*** Recorded information

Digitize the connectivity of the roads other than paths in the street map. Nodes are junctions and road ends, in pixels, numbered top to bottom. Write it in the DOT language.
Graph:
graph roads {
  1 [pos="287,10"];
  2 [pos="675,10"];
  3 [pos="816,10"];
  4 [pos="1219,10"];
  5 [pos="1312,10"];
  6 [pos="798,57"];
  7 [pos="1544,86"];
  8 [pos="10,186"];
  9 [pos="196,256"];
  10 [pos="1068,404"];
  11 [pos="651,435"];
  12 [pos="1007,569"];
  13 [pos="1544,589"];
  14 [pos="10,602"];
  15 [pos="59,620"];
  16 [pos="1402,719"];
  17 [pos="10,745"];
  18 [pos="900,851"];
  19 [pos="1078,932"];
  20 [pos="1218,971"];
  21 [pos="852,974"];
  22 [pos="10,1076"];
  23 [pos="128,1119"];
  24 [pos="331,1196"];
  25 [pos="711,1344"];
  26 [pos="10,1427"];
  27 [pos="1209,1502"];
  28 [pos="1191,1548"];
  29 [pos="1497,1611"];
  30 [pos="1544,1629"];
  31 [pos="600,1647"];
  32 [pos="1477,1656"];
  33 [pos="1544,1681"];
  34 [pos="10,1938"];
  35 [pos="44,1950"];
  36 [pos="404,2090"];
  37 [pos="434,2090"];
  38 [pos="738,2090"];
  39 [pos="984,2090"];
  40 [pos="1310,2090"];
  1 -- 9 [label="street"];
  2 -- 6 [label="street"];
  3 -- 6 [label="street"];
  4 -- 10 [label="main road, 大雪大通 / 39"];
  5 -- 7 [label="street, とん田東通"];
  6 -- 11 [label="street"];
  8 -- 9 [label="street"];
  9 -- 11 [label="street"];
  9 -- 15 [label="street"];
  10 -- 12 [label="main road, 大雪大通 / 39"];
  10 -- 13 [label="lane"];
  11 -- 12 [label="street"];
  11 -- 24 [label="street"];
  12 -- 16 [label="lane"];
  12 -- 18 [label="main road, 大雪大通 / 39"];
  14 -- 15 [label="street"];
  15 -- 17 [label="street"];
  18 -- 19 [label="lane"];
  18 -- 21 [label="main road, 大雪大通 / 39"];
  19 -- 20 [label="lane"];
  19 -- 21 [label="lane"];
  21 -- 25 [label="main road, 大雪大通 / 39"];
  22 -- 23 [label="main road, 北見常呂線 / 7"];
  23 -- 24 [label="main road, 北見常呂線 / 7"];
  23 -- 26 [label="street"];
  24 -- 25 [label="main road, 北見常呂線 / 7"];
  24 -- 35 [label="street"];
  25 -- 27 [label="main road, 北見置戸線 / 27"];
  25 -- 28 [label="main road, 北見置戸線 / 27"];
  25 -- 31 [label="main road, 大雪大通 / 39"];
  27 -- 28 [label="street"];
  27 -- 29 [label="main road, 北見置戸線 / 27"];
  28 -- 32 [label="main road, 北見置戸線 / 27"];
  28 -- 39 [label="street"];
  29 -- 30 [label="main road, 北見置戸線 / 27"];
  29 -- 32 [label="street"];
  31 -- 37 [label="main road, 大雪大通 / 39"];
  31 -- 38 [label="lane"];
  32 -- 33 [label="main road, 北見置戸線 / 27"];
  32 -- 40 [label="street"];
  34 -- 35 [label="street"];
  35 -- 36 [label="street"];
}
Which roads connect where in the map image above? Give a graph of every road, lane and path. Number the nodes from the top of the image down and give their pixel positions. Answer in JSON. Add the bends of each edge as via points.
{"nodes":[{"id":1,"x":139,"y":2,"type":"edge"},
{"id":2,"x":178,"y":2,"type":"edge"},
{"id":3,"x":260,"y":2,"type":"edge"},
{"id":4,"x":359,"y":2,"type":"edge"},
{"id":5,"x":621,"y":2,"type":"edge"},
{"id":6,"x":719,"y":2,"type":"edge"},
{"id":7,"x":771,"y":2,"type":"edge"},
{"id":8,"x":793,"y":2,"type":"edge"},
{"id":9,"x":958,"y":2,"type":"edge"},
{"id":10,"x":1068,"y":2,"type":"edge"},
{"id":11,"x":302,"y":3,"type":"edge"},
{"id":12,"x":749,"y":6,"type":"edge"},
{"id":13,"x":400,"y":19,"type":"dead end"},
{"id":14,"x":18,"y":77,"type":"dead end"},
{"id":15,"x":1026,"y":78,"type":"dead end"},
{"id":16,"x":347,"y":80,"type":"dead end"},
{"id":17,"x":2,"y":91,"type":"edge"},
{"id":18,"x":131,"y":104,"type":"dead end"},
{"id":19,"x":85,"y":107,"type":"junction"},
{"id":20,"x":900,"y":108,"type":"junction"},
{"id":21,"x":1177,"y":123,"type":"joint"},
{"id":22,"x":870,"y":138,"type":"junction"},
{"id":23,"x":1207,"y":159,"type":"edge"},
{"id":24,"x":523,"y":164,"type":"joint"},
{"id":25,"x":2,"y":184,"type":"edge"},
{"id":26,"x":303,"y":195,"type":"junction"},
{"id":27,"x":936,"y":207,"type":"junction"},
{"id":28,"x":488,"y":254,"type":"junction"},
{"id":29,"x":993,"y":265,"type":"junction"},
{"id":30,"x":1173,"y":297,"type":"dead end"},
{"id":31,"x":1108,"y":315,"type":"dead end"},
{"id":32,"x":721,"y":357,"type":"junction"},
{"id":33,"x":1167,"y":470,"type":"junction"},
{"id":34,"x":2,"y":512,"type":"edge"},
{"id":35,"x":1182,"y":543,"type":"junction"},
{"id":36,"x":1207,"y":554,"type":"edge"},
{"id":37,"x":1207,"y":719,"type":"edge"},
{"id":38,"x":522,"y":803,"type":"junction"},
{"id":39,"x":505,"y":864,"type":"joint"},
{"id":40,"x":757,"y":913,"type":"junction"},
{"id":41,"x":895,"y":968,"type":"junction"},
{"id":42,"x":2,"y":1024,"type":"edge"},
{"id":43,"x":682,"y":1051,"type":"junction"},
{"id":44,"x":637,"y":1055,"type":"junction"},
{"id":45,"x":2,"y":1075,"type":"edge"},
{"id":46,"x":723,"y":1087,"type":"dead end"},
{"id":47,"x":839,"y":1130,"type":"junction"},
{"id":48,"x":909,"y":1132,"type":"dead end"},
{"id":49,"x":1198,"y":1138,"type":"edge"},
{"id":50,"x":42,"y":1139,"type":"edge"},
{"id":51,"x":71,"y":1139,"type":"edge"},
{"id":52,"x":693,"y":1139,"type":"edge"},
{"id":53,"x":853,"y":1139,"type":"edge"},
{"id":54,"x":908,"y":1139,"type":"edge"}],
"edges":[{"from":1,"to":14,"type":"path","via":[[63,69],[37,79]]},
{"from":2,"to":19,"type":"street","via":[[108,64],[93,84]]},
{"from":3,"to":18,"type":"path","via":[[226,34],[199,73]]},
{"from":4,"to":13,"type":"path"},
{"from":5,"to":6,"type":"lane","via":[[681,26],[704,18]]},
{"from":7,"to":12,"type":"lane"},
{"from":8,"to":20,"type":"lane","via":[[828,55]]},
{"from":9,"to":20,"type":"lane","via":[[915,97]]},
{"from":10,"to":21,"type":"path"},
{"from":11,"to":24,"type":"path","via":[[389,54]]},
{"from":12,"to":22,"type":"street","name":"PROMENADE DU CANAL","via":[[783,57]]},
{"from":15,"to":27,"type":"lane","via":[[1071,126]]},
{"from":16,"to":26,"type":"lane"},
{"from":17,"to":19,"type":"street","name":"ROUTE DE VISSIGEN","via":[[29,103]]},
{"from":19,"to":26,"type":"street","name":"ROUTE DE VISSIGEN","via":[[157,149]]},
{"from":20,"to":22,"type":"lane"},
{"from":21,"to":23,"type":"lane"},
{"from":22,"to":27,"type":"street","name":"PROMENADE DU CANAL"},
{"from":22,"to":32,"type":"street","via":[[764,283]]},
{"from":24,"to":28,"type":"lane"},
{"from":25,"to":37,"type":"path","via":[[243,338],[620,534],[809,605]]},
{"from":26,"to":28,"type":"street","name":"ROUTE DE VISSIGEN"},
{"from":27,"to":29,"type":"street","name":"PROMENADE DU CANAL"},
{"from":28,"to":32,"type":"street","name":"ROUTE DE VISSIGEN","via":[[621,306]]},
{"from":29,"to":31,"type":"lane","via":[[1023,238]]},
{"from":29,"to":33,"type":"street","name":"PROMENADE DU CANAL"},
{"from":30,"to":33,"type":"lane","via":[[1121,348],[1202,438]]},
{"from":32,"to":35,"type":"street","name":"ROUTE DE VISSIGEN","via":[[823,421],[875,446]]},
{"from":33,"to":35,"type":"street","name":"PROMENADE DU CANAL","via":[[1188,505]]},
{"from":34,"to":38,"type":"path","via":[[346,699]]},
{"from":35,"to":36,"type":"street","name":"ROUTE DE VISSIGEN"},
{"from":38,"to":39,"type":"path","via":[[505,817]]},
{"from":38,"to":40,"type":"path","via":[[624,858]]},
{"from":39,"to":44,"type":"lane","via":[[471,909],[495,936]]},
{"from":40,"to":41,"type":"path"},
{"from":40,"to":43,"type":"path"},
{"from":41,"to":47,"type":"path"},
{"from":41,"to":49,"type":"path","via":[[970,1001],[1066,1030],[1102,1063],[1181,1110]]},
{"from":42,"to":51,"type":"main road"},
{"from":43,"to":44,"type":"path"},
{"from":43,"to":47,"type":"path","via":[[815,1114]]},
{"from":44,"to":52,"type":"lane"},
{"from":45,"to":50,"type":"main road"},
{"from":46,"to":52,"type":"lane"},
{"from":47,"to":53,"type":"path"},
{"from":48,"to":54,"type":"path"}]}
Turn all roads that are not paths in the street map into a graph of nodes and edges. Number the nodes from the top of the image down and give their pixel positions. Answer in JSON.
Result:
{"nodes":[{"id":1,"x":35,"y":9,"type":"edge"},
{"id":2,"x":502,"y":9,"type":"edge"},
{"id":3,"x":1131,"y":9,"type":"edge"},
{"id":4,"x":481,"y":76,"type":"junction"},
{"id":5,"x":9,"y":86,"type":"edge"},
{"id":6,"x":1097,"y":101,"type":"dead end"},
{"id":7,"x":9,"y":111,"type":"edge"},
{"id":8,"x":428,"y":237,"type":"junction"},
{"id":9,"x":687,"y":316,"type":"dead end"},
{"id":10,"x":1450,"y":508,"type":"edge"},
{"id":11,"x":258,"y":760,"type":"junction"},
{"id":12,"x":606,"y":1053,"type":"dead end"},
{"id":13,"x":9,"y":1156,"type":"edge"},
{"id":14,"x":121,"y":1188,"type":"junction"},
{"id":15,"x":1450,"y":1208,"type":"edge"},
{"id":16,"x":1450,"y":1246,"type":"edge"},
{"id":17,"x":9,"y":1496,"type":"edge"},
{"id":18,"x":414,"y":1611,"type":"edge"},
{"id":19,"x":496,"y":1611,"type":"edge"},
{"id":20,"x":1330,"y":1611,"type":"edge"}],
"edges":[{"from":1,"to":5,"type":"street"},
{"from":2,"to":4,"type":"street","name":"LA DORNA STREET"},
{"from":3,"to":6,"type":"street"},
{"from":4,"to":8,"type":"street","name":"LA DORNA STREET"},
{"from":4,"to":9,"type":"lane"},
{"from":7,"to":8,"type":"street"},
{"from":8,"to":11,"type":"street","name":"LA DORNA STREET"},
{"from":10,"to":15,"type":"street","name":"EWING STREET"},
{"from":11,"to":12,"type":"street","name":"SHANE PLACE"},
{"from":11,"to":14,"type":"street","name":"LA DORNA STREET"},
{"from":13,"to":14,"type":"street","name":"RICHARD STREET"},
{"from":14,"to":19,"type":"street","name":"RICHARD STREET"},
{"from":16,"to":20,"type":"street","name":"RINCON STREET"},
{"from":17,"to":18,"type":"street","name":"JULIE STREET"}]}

******

» **What is expected**:
Those lines of the records that contain the string "北見常呂線" should be identified and copied.

» **Written solution**:
  22 -- 23 [label="main road, 北見常呂線 / 7"];
  23 -- 24 [label="main road, 北見常呂線 / 7"];
  24 -- 25 [label="main road, 北見常呂線 / 7"];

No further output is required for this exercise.